Smarter, faster, cheaper: the importance of listening to your customers

"Geffroy has identified three of Big Pharma's recurring objectives: speed, affordability and the ability to anticipate problems before they occur."

Even with Almac's significant technological expertise, relationships with large pharmaceutical companies are by no means easy to maintain.

"It's a never-ending process. The market keeps changing so it's not about listening to what the client wants once and sticking to it, you need to be continuously listening and trying to make sure that what you offer is in line with their expectations."

Having said that, Geffroy has identified three of Big Pharma's recurring objectives: speed, affordability and the ability to anticipate problems before they occur.

"For example, if you are developing an API for Phase I clinical trials and you find out later on that the API is completely insoluble so you can't make it bioavailable, that is not acceptable," he explained.

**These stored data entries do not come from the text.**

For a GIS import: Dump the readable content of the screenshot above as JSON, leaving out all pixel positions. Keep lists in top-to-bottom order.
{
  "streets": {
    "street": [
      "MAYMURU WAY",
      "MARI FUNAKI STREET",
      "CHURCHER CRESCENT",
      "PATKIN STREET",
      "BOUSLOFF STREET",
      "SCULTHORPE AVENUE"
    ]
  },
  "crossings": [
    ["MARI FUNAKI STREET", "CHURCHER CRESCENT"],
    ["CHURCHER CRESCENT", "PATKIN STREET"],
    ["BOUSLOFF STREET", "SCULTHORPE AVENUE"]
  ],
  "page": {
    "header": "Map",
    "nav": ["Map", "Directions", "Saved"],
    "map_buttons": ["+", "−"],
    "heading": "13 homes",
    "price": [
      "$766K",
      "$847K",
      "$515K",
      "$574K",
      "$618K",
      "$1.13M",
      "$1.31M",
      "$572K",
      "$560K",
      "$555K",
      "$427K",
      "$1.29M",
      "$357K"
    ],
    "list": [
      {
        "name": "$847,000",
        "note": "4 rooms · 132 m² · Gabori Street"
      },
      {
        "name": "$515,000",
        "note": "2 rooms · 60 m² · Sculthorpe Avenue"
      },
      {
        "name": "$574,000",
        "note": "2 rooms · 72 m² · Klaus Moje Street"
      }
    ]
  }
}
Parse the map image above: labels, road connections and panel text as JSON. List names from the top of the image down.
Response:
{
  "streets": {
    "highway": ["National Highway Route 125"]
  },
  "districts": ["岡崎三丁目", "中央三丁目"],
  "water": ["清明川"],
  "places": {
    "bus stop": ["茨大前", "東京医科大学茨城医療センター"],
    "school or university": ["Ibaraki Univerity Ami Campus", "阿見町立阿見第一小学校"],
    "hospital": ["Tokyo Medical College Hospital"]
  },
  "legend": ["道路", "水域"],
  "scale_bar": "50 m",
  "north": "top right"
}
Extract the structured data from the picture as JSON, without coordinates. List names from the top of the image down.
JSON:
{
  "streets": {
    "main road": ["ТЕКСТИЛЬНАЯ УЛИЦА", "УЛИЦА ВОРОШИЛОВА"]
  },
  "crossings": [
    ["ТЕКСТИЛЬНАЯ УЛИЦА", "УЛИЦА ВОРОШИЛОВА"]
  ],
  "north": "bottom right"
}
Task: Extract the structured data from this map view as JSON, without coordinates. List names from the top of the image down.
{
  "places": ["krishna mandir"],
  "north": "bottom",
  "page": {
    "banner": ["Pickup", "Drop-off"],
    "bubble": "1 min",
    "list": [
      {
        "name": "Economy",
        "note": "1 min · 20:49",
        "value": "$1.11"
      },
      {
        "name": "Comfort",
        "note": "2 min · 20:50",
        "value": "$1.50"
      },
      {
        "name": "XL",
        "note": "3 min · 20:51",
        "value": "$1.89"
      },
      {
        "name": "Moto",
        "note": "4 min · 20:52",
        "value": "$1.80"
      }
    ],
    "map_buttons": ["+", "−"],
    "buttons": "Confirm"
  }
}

"Pharmaceutical companies expect an organisation like Almac to anticipate this and offer a solution at the beginning of the process, such as developing a different salt, which improves solubility and bioavailability."

While having a strong technological differentiator is absolutely key for API manufacturers looking to get ahead in an increasingly competitive field, this is rendered almost useless if you are not meeting the expectations of your clients in other areas.

"Pharmaceutical companies want things smarter, faster and cheaper," Geffroy underlined. "Everything needs to be focused on these three objectives."